In the evolution of leadership, diversity is not defined just by race or gender. It also encompasses the whole human experience — age, culture, education, personality, skills and life experiences. Managed effectively, this cultural diversity offers the flexibility and creativity we need to recover from the economic crisis and confront the many forces challenging us:
- Economic and social upheavals
- Major demographic shifts
- An urgent need to innovate to renew economic growth
- Increasing demands for diversity from our partners, clients, customers and other stakeholders
The company has produced a report titled “Redrawing the Map: Globalization and the Changing World of Business” which is well worth looking at.

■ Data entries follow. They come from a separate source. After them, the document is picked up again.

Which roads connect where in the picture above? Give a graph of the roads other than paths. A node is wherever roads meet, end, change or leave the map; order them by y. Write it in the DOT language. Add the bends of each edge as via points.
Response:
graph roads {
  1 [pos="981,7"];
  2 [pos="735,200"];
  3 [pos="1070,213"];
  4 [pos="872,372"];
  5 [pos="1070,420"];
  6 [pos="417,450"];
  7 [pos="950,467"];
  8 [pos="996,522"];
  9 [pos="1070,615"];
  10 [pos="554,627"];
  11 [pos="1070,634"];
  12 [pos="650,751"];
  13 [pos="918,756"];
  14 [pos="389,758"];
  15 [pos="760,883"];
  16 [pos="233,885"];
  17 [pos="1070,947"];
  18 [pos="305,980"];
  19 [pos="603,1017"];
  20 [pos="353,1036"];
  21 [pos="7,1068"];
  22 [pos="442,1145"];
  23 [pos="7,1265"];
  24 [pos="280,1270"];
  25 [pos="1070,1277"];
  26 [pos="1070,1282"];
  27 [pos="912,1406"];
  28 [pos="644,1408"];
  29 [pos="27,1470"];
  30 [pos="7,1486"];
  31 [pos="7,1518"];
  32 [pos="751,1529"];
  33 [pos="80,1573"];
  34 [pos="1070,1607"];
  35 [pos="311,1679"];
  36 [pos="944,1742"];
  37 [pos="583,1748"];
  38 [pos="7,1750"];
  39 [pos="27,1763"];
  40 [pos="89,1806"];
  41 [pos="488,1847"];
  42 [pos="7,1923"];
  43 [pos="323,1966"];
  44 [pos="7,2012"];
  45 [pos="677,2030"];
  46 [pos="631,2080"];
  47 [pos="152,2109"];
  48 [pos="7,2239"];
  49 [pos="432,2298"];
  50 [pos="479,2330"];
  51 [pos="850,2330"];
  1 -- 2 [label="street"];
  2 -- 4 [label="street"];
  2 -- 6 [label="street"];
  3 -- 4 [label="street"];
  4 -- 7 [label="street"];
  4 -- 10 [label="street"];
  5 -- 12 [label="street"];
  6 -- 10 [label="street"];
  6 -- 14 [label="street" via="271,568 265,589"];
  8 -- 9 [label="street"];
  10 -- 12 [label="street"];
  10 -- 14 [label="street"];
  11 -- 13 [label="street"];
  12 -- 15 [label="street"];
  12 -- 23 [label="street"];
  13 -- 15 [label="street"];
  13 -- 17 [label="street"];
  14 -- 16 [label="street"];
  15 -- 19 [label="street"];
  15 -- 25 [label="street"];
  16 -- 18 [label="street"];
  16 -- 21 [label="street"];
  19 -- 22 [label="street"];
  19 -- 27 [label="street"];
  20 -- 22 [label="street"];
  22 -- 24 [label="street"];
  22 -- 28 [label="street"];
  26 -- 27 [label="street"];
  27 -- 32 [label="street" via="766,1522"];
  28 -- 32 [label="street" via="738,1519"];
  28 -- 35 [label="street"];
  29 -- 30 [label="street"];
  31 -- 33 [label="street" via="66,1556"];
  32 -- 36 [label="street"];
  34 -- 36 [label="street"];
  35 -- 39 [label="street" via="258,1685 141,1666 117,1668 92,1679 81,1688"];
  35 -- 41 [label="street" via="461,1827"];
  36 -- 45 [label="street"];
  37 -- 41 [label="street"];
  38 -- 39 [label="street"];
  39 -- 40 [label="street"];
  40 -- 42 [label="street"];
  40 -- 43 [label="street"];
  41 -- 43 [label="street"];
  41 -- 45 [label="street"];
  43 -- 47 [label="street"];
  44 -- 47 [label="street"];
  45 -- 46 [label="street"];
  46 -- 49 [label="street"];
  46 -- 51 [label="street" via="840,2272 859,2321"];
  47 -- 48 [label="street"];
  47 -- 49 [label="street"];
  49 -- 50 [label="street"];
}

After lunch we split into three different tracks, with me attending the one on Courageous Conversations (what the various institutions are doing to promote awareness of the importance of diversity on their campus). One of the ways we’re doing this at SPSU is through our Cross-Cultural Conversations Committee, which works to develop and schedule a wide variety of activities that both examine and celebrate the diverse aspects that make up the broad “us”. Information about the activities can be found here, with the latest thing being a Twitter feed that will send followers information about upcoming events and ties to a couple of interesting RSS feeds. Coming soon is a Facebook page that will let the SPSU community continue the conversation after our scheduled events.
The final session was given by Regent Eldridge McMillan (winner of the BoR’s first Lifetime Achievement Award) and Houston Davis, the new Senior Vice Chancellor for Academic Affairs. Regent McMillan talked about his experiences as a Regent in the ‘70’s, when there was a lot less diversity in the USG in general, and at the University of Georgia in particular. He was interesting and funny, and I’m going to see if we can arrange for him to come to SPSU to give a longer talk about his experiences. Houston Davis spoke about challenges that face the USG in the “new normal”, noting that the resource base for universities has changed for the worse, and is not likely to come back to its former levels. He emphasized the importance of the Complete College Georgia effort, and its focus on improving success rates, increasing diversity, and increasing the number of graduates within the USG.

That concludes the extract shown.